Generated TypeScript

typescript
import { WorkflowEntrypoint, WorkflowEvent, WorkflowStep } from 'cloudflare:workers'

export class AiAgentWorkflow extends WorkflowEntrypoint<Env, Params> {
  async run(event: WorkflowEvent<Params>, step: WorkflowStep) {
    const parse_request = await step.do('Parse Request', async () => {
      const { topic, tone, wordCount } = event.payload ?? {}
      if (!topic) throw new Error('topic is required')
      return {
        topic: String(topic),
        tone: String(tone ?? 'professional'),
        wordCount: Number(wordCount ?? 200),
      }
    })

    const generation_loop = await step.do('Generation Loop', async () => {
      let _output
      for (let _loop_i = 0; _loop_i < 3; _loop_i++) {
        const generate_content = await step.do(`Generate Content [${_loop_i}]`, async () => {
          const prompt =
            _loop_i === 0
              ? `Write a ${parse_request.wordCount}-word ${parse_request.tone} article about: ${parse_request.topic}`
              : `Rewrite the following article about "${parse_request.topic}" to improve clarity and engagement.
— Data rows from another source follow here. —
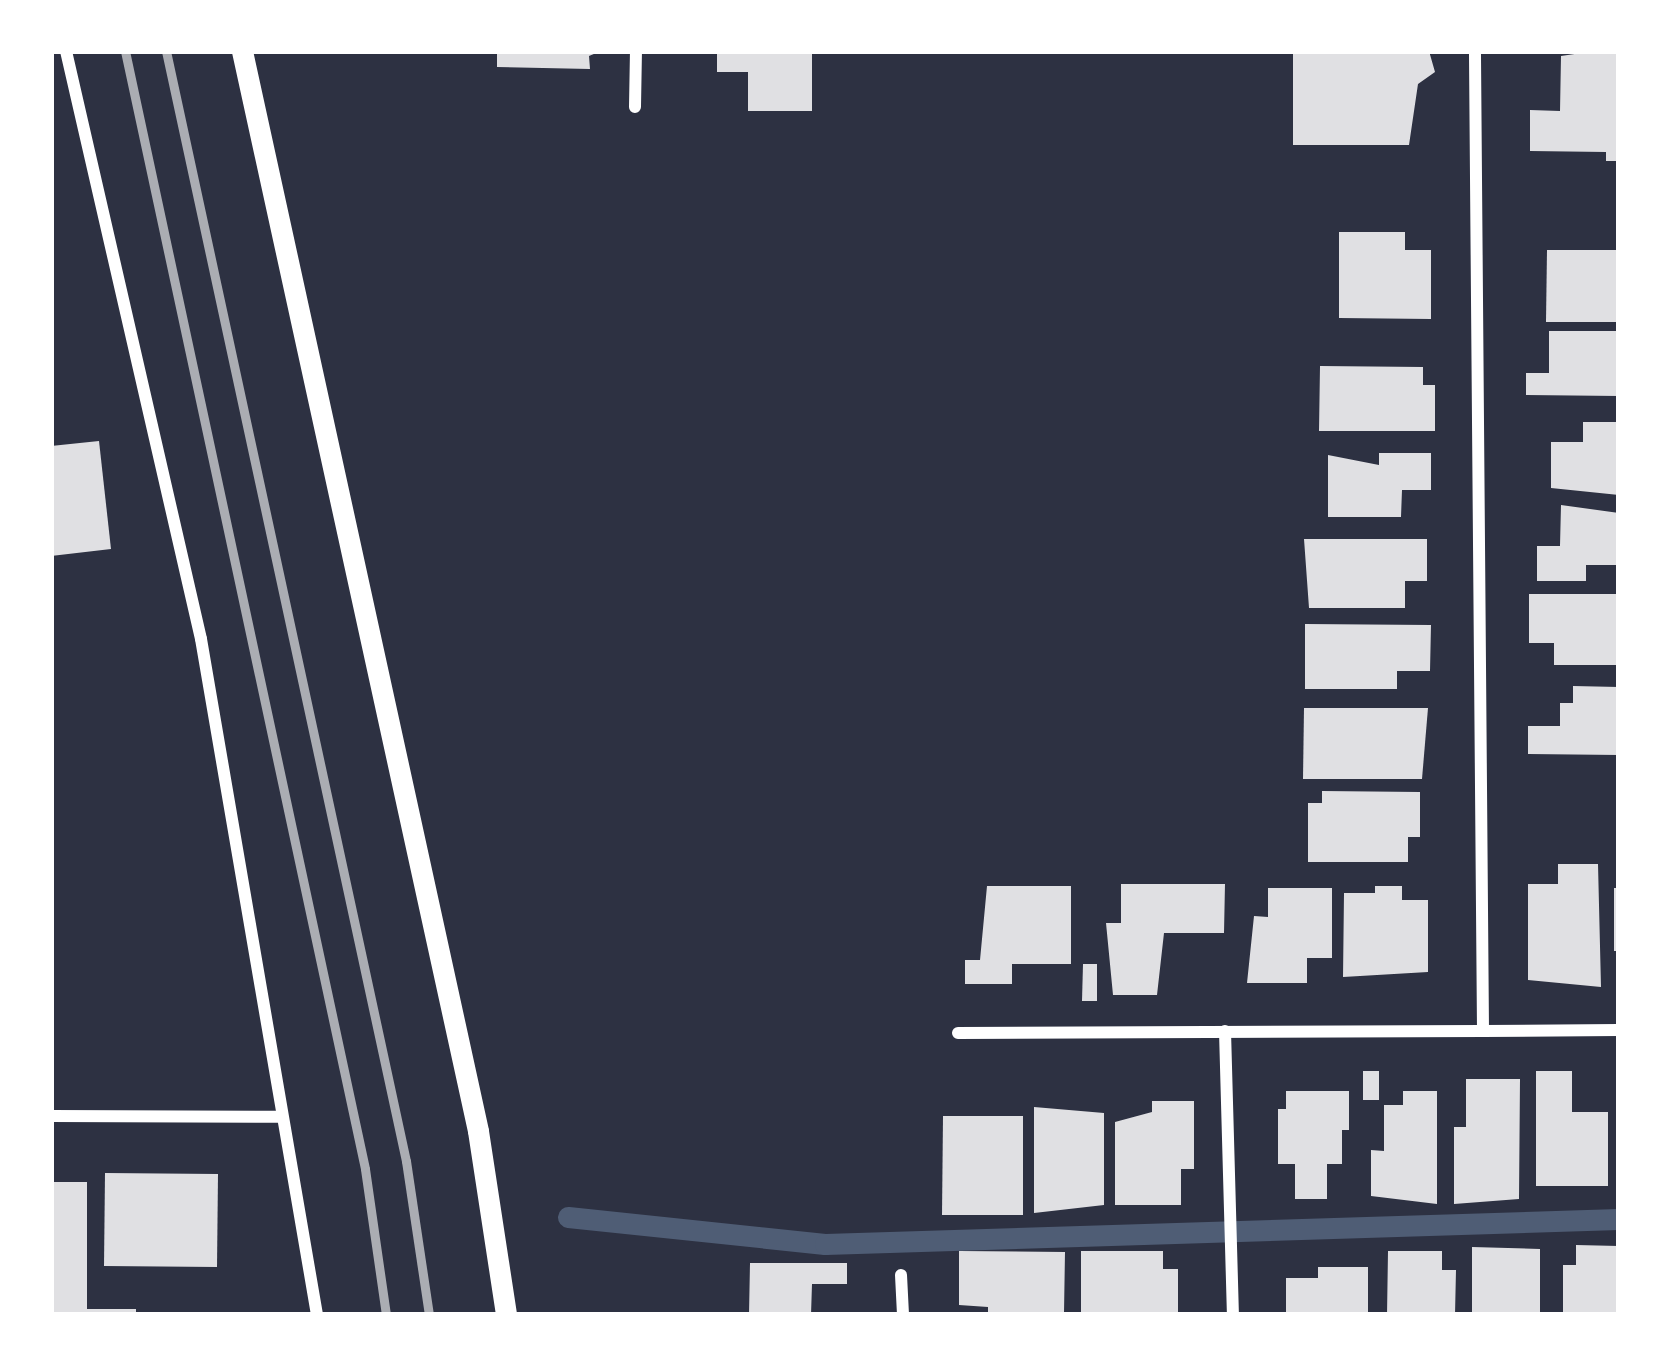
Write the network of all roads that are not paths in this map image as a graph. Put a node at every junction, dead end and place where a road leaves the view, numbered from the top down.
1 (66, 51) edge
2 (242, 51) edge
3 (636, 51) edge
4 (1475, 51) edge
5 (634, 107) dead end
6 (1619, 1030) edge
7 (1225, 1031) junction
8 (1484, 1031) junction
9 (958, 1033) dead end
10 (51, 1116) edge
11 (282, 1117) junction
12 (901, 1275) dead end
13 (317, 1315) edge
14 (506, 1315) edge
15 (903, 1315) edge
16 (1233, 1315) edge

1 - 11 street
2 - 14 street
3 - 5 street
4 - 8 street
6 - 8 street
7 - 8 street
7 - 9 street
7 - 16 street
10 - 11 street
11 - 13 street
12 - 15 street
Keep it ${parse_request.wordCount} words.`

          const res = await fetch('https://api.openai.com/v1/chat/completions', {
            method: 'POST',
            headers: {
              Authorization: `Bearer ${env.OPENAI_API_KEY}`,
              'Content-Type': 'application/json',
            },
            body: JSON.stringify({
              model: 'gpt-4o-mini',
              messages: [{ role: 'user', content: prompt }],
              max_tokens: 500,
            }),
          })
          if (!res.ok) throw new Error(`OpenAI error: ${res.status}`)
          const data = await res.json()
          return { content: data.choices[0]?.message?.content ?? '' }
        })

        const evaluate_quality = await step.do(`Evaluate Quality [${_loop_i}]`, async () => {
          const wordCount = generate_content.content.split(/\s+/).length
          const hasIntro = generate_content.content.length > 100
          const meetsLength =
            Math.abs(wordCount - parse_request.wordCount) <= parse_request.wordCount * 0.2
          const score = (hasIntro ? 50 : 0) + (meetsLength ? 50 : 20)
          return { score, wordCount }
        })

        if (evaluate_quality.score >= 80) {
          _output = {
            content: generate_content.content,
            score: evaluate_quality.score,
            attempts: _loop_i + 1,
          }
          break
        }
      }
      return _output
    })

    await step.do('Save Result', async () => {
      const res = await fetch(`${env.API_BASE_URL}/content`, {
        method: 'POST',
        headers: { 'Content-Type': 'application/json' },
        body: JSON.stringify({
          topic: parse_request.topic,
          content: generation_loop?.content,
          score: generation_loop?.score,
          attempts: generation_loop?.attempts,
        }),
      })
      if (!res.ok) throw new Error(`API error: ${res.status}`)
    })
  }
}

Required env vars

VariableDescription
OPENAI_API_KEYOpenAI API key
API_BASE_URLBase URL of your backend API

Customising the quality gate

The example uses a simple word-count and length heuristic. Replace the Evaluate Quality step with a call to a second AI model (e.g. an OpenAI moderation or scoring prompt) for production use cases.

Extending the loop

  • Increase the loop count to allow more retries.
  • Add a Sleep node inside the loop body to introduce a delay between attempts.
  • Persist each attempt's content to a database so you can review all generated versions.